Denn das macht die aufmerksame Zuhörerin aus: dass sie die ­ei­ge­nen Gedanken, Gefühle, Pläne, Freuden und Sorgen für einen Moment zurückstellen kann. Sie trägt in sich eine Stille. Nebst dem Gespräch in der Studentenkneipe bin ich vielen anderen wunderbaren Zu­hörerinnen und Zuhörern begegnet. Ein solches Gespräch fühlt sich an, als würde ich in einen grossen hellen Raum mit offenen Fenstern eintreten, in dem mich jemand will­kom­men heisst. Ich kann darin nicht nur sprechen, sondern in mich eintauchen und  dabei sogar Neues entdecken, neue Gedanken formulieren. Ich finde passende Worte. Auf diese Weise sorgt ein guter Zuhörer für eine Atmosphäre, die mich für eine Weile beherbergt.

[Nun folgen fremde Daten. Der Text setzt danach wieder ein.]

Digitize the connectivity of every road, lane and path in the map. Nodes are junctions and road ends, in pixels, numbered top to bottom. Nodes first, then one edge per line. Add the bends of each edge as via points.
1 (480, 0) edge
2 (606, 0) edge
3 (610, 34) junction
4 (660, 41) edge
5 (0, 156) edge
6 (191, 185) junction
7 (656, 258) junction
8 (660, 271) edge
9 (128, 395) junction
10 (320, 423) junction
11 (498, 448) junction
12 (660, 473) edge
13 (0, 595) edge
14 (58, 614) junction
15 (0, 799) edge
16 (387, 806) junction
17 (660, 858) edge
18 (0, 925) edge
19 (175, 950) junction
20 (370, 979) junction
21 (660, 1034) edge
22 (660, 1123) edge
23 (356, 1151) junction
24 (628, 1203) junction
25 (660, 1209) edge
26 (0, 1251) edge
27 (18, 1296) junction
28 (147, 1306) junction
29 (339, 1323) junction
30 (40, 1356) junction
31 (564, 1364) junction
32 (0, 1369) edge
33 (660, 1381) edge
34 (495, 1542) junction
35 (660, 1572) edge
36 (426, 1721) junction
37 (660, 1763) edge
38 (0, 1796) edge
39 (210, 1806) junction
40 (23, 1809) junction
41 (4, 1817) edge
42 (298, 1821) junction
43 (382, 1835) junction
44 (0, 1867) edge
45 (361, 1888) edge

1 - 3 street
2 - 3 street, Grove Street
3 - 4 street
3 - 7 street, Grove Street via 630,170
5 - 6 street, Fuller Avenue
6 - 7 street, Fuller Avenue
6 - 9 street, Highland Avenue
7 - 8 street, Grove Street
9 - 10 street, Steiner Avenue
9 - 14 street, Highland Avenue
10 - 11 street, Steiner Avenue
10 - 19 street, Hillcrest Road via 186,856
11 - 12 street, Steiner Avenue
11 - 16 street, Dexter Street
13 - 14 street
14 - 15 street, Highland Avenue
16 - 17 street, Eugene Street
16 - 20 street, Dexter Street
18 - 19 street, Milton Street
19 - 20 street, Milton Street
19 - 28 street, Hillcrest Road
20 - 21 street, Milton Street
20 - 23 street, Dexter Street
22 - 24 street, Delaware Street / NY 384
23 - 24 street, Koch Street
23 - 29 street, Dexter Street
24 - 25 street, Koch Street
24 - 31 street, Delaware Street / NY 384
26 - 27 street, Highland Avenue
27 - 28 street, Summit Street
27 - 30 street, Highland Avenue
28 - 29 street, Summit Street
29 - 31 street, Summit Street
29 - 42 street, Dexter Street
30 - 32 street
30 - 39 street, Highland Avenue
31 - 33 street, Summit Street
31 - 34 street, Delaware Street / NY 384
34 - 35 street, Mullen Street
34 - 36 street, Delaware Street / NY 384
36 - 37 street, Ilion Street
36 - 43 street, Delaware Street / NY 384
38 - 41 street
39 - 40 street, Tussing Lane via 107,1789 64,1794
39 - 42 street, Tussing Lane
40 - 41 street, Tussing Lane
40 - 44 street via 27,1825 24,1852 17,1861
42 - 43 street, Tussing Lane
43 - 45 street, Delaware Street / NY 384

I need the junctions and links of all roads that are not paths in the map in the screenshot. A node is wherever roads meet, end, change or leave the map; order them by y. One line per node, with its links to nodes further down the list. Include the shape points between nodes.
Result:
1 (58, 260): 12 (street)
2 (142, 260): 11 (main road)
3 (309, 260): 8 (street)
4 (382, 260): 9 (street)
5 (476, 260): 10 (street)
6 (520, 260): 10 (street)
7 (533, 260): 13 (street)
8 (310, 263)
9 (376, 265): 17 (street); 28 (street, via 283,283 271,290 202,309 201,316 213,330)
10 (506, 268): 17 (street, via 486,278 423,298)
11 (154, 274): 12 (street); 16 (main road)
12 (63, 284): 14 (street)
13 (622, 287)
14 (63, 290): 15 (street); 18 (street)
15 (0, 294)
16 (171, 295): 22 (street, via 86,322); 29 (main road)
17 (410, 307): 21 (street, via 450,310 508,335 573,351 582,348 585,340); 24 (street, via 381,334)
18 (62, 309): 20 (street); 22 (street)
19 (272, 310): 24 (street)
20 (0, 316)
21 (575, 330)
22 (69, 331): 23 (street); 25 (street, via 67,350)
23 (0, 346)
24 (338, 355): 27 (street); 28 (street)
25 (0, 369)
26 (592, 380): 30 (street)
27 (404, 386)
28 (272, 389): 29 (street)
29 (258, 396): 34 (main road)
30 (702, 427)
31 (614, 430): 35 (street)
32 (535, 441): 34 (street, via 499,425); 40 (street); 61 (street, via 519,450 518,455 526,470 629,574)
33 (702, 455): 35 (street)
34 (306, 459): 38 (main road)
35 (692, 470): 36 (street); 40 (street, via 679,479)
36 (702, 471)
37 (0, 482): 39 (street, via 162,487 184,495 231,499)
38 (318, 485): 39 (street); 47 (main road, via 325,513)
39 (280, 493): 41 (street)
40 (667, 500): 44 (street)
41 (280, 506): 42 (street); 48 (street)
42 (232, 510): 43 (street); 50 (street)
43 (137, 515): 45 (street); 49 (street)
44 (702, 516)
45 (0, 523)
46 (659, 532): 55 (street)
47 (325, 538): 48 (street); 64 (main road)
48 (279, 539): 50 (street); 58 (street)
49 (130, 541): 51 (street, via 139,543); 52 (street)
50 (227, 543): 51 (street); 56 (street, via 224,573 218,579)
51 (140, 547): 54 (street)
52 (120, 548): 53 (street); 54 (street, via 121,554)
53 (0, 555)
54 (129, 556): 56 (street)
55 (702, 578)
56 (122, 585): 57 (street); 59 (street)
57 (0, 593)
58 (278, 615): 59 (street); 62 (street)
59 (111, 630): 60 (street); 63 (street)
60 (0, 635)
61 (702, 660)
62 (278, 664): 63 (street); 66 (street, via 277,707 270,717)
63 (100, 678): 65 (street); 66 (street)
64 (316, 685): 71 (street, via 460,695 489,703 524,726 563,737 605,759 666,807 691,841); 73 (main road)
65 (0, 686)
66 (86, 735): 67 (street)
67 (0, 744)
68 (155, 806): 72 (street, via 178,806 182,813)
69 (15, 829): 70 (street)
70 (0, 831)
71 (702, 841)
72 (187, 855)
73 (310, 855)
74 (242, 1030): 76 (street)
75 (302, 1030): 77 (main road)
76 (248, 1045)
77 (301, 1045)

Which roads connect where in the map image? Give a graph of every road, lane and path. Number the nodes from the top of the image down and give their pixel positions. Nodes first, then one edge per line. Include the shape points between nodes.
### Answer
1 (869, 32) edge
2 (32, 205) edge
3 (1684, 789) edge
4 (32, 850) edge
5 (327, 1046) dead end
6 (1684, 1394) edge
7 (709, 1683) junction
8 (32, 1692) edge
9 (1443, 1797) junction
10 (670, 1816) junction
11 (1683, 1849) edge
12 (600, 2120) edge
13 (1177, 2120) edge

Gute Zuhörer, glaube ich, beherr­schen eine wichtige Kunst. Das Zuhören löst so manches aus: Widerspruch etwa oder Einverständnis, ­eigene Erinnerungen, Assozia­tio­nen, Freude, Ärger und Fragen. Kann der Zuhörer diese Dinge für sich zwar wahrnehmen, aber vorerst für sich behalten, anstatt sofort damit herauszuplatzen, gibt er einem anderen Menschen Raum.

Eine tiefe Erfahrung

Eine aufmerksame Zuhörerin, ein aufmerksamer Zuhörer schenkt dem Gegenüber Zeit und Interesse. Der Erzählende fühlt sich nicht nur gehört, sondern auch gesehen. Dies zu erfahren, geht tiefer als manches Geschnatter. Sodass  man sich auch noch Jahre später daran erinnert, wie still es plötzlich im Kokon aus Ruhe wurde.